Table 3. Comparisons of numerical results from different algorithms with $h=\frac{1}{80},r_{in}=0.2$.

		Ra = 100			Ra = 250
	x = 0.5	y = 0.5	CPU Time	x = 0.5	y = 0.5	CPU Time
Algorithm 2	0.281	0.284	14.135	0.755	0.760	22.135
Algorithm 1 [19]	0.263	0.465	33.772	/	/	/
Wang’s algorithm [29]	0.274	0.279	51.890	0.714	0.722	56.571

The mark “/” means that the iterative step was larger than 600.

and

Table 4. Comparisons of numerical results from different algorithms with $h=\frac{1}{80},r_{in}=0.8$.

		Ra = 100			Ra = 250
	x = 0.5	y = 0.5	CPU Time	x = 0.5	y = 0.5	CPU Time
Algorithm 2	0.039	0.085	1.811	0.098	0.213	2.191
Algorithm 1 [19]	0.039	0.085	2.077	/	/	/
Wang’s algorithm [29]	0.039	0.086	8.851	0.098	0.214	9.169

The mark “/” means that the iterative step was larger than 600.

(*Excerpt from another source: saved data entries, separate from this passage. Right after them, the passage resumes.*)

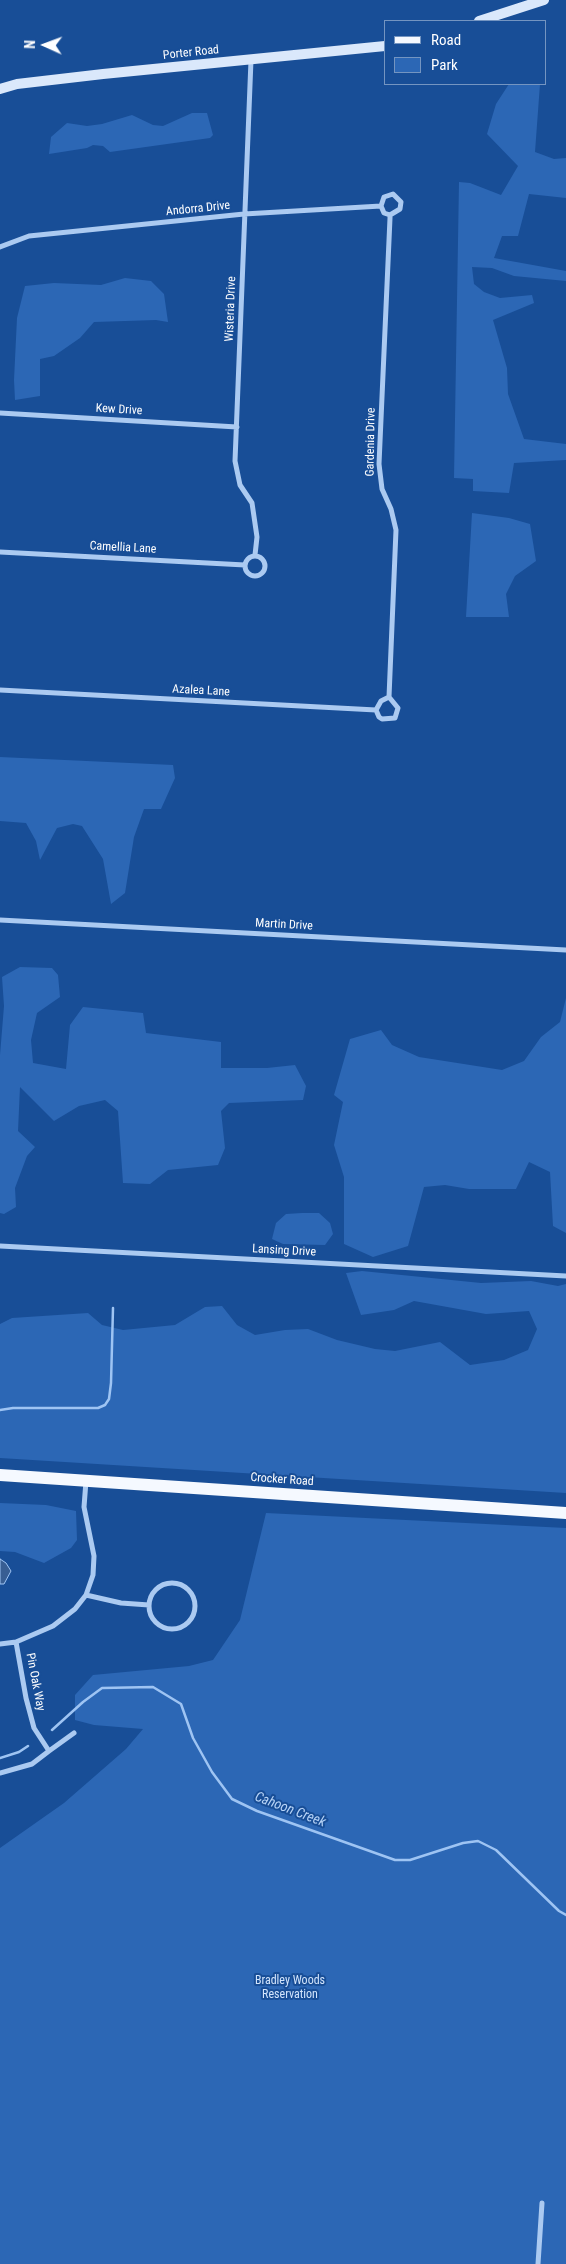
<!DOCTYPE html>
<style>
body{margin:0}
#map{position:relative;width:566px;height:2264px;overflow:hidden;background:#184e97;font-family:"Roboto Condensed",sans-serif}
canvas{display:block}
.legend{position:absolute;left:384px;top:20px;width:162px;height:65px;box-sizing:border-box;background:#184e97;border:1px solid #7495c1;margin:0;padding:6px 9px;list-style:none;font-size:15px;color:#fff}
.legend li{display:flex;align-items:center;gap:10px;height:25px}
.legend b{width:25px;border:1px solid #7495c1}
.north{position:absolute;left:20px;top:20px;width:50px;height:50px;-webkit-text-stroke:4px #184e97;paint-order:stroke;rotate:272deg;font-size:14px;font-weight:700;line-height:20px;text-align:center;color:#fff}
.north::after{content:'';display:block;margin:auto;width:18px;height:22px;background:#fff;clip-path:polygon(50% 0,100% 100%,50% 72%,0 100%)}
</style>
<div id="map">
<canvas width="566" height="2264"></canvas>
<ul class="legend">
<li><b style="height:6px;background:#f5f9ff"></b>Road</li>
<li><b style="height:14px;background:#2c67b5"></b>Park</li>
</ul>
<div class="north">N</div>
</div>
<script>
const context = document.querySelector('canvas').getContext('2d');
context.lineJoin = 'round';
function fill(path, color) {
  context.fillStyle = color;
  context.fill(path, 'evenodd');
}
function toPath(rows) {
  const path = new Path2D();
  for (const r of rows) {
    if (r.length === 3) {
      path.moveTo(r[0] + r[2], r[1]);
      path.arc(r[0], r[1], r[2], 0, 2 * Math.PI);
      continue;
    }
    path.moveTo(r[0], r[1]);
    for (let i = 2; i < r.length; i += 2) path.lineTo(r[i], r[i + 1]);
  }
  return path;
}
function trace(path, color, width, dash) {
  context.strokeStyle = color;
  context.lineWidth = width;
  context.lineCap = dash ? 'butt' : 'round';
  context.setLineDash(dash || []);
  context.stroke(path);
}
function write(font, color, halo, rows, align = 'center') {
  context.font = font + ' "Roboto Condensed",sans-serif';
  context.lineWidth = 4;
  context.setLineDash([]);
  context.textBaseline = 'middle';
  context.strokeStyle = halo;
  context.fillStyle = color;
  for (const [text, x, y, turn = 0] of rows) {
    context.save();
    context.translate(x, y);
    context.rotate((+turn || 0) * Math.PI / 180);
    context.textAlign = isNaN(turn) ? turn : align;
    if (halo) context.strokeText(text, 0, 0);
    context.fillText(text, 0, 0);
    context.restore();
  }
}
const green = toPath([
 [509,84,540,84,535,152,554,159,566,158,566,198,529,194,518,236,502,236,494,258,566,271,566,281,514,276,492,268,472,267,474,284,484,292,500,298,532,295,534,303,493,320,507,368,508,394,524,439,566,444,566,460,514,463,509,493,473,491,473,479,454,478,459,182,470,183,501,195,518,166,487,134,496,104],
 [192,113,207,113,213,135,210,138,110,152,103,146,93,145,87,148,49,154,51,137,67,123,87,126,102,124,132,115,153,125,163,126],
 [125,278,151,281,164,294,168,322,156,320,94,322,80,338,54,356,40,359,40,396,15,400,14,380,17,318,25,286,54,283,101,285],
 [472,513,509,518,530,524,536,561,515,576,506,594,509,617,466,617],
 [0,757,173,765,175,778,161,809,144,809,134,837,125,893,111,904,103,859,82,826,73,824,57,828,40,860,36,841,26,823,0,821],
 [20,967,52,968,58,975,60,997,37,1013,31,1040,33,1063,66,1069,70,1025,83,1007,143,1013,146,1033,221,1042,221,1068,267,1068,295,1065,306,1086,303,1100,229,1103,221,1111,225,1148,218,1165,168,1170,150,1184,123,1183,118,1111,105,1100,79,1106,54,1121,20,1087,18,1131,35,1147,27,1156,15,1188,16,1207,4,1214,0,1213,0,1055,4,1006,2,977],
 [566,998,566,1233,553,1226,550,1172,529,1162,516,1189,469,1189,445,1185,424,1187,408,1246,373,1257,344,1244,344,1177,334,1145,343,1102,334,1095,350,1039,381,1030,392,1045,419,1057,502,1070,524,1061,541,1037,560,1022],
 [302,1213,319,1213,330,1223,333,1234,325,1245,283,1244,272,1239,276,1223,286,1214],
 [362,1271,481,1283,531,1281,558,1286,566,1284,566,1493,0,1458,0,1324,12,1318,88,1313,102,1325,123,1330,175,1325,205,1307,222,1306,237,1325,255,1335,285,1330,308,1329,337,1340,375,1349,395,1351,440,1342,470,1365,504,1360,528,1350,537,1329,529,1311,486,1314,414,1301,394,1310,361,1315,346,1273],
 [0,1503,46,1505,76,1511,77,1540,71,1548,44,1563,15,1552,0,1551],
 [266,1513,566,1528,566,2264,0,2264,0,1848,64,1803,126,1749,143,1729,94,1725,75,1720,75,1695,93,1675,189,1666,213,1660,240,1620]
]);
const water = toPath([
 [0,1559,6,1563,11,1571,4,1584,0,1584,0,1559]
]);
const stream = toPath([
 [0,1410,13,1408,98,1408,105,1405,109,1399,111,1383,113,1308],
 [52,1730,83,1702,102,1688,153,1687,181,1704,193,1738,212,1772,232,1799,257,1811,395,1860,410,1860,463,1843,478,1841,496,1850,559,1911,566,1915],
 [0,1758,19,1752,28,1746]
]);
const minor = toPath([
 [251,60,235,461,240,485,252,503,257,537,255,555],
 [381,206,384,213,390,215],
 [0,247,29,236,244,214,381,206,384,197,393,194,401,202,400,209,390,215,390,218,379,464,382,489,391,509,396,530,389,697,398,708,395,718,382,719,379,717,376,710,0,690],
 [0,413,237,427],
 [0,552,245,565],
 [255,566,10],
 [376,710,381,701,389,697],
 [0,920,566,950],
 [0,1246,566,1276],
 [172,1606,23],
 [86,1595,121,1603,149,1605],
 [0,1644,16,1642,53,1626,75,1609,86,1595,93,1575,94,1556,84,1507,86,1481],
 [49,1751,74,1733],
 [0,1773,32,1764,49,1751,34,1728,26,1698,16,1642],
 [538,2264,542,2203]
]);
const secondary = toPath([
 [479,21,544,0],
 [0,89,17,84,103,74,385,46]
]);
const primary = toPath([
 [0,1475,566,1513]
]);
const streetNames = [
 ["Porter Road",191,53,-6],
 ["Andorra Drive",198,209,-6],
 ["Wisteria Drive",231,309,-88],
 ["Kew Drive",119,410,3],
 ["Gardenia Drive",371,442,-89],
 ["Camellia Lane",123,548,3],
 ["Azalea Lane",201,691,3],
 ["Martin Drive",284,925,3],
 ["Lansing Drive",284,1251,3],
 ["Crocker Road",282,1480,4],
 ["Pin Oak Way",35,1682,79]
];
const parkNames = [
 ["Bradley Woods",290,1981],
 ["Reservation",290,1995]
];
const waterNames = [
 ["Cahoon Creek",290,1810,21]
];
fill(green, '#2c67b5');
fill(water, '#385e93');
trace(water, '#9ec4f3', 1);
trace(stream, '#9ec4f3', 2.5);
trace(minor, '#abcaf1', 5);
trace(secondary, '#dae8fb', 10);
trace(primary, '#f5f9ff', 12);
write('12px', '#fff', '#184e97', streetNames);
write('12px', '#d3e5fc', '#184e97', parkNames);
write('italic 14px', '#b8d4f7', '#184e97', waterNames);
</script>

, we show the CPU time and the maximum value of velocity at $x=0.5$ and $y=0.5$ by Algorithms 1 and 2 with $\rho =1.6$ and Wang’s algorithm [29] for $r_{in}=0.2$ and $r_{in}=0.8$, respectively. From Table 3 and Table 4, we find that the proposed algorithm took the least computational time among these algorithms to obtain almost the same maximum value of velocity. In particular, Algorithm 1 did not work when $Ra=250$. Therefore, the proposed algorithm solved this model well.

5. Conclusions

In conclusion, we designed a Uzawa-type iterative algorithm based on the mixed finite element method to solve the stationary natural convection model. Compared with the common Uzawa iterative algorithm, a central feature of the proposed algorithm is that it produced weakly divergence-free velocity approximation. This algorithm can be extended to the double-diffusive natural convection [30] and the magnetohydrodynamics flows [31].